::: Data for processing :::

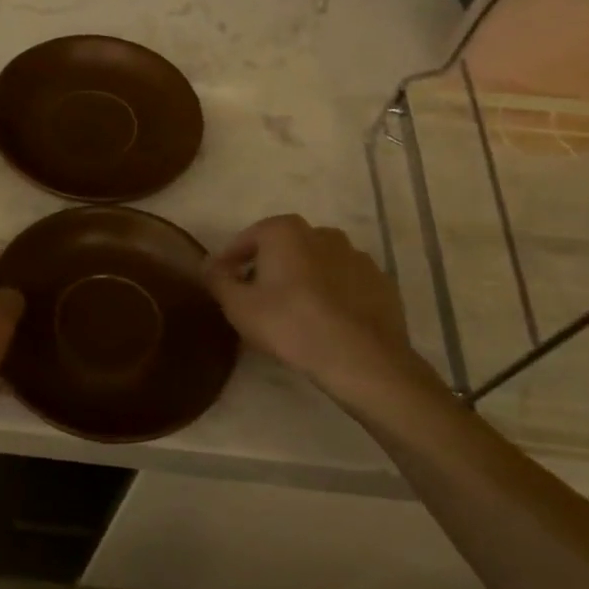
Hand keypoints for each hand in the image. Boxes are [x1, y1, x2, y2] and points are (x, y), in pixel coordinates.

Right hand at [206, 215, 439, 413]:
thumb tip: (207, 264)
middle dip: (268, 267)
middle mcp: (322, 233)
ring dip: (302, 280)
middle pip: (284, 248)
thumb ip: (217, 279)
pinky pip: (344, 283)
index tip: (223, 283)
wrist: (360, 358)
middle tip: (256, 299)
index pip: (247, 239)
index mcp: (285, 231)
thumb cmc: (289, 324)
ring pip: (317, 264)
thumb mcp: (238, 306)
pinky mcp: (380, 282)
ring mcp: (357, 256)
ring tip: (292, 313)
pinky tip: (325, 321)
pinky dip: (332, 294)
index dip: (230, 261)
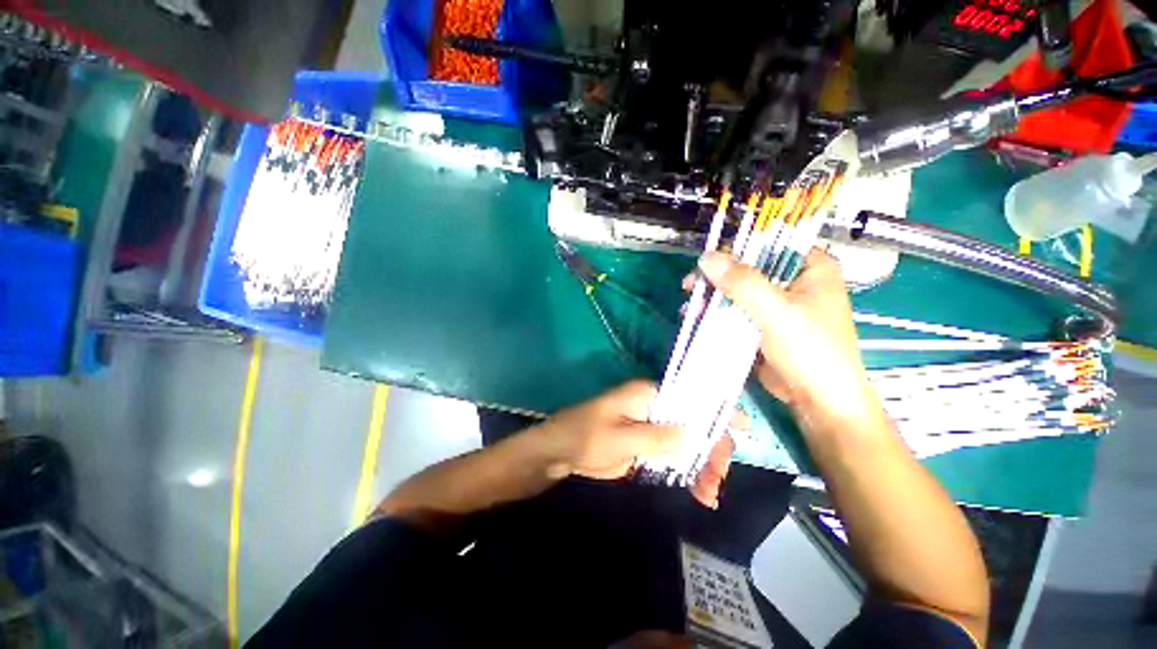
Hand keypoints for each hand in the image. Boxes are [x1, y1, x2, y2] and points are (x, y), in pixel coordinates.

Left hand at [537, 381, 734, 507]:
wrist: (560, 452)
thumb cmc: (586, 434)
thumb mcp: (621, 437)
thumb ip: (658, 437)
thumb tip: (697, 433)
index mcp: (648, 395)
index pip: (690, 398)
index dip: (716, 411)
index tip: (743, 429)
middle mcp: (655, 408)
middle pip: (693, 424)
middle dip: (710, 450)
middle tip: (717, 479)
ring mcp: (651, 429)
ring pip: (686, 444)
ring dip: (701, 466)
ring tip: (710, 494)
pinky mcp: (646, 448)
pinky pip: (673, 458)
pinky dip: (687, 473)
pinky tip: (699, 492)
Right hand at [695, 250, 883, 430]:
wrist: (818, 400)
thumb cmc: (809, 350)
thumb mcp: (775, 312)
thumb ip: (741, 283)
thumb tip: (705, 257)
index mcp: (810, 267)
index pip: (768, 244)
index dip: (735, 250)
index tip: (705, 264)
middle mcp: (794, 280)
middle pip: (747, 268)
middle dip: (717, 279)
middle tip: (690, 287)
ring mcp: (777, 303)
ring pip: (737, 290)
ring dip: (712, 298)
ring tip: (690, 308)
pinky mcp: (763, 323)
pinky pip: (735, 310)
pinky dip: (717, 313)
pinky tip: (697, 318)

:::

■ Description of the task ■
Set down exactly, and only, the lines from the one containing "index tip: (705, 264)" to the final line of the data.

■ Expected answer ■
index tip: (705, 264)
middle mcp: (794, 280)
middle pip: (747, 268)
middle dip: (717, 279)
middle tip: (690, 287)
ring mcp: (777, 303)
ring pip: (737, 290)
ring dip: (712, 298)
ring tip: (690, 308)
pinky mcp: (763, 323)
pinky pip: (735, 310)
pinky dip: (717, 313)
pinky tip: (697, 318)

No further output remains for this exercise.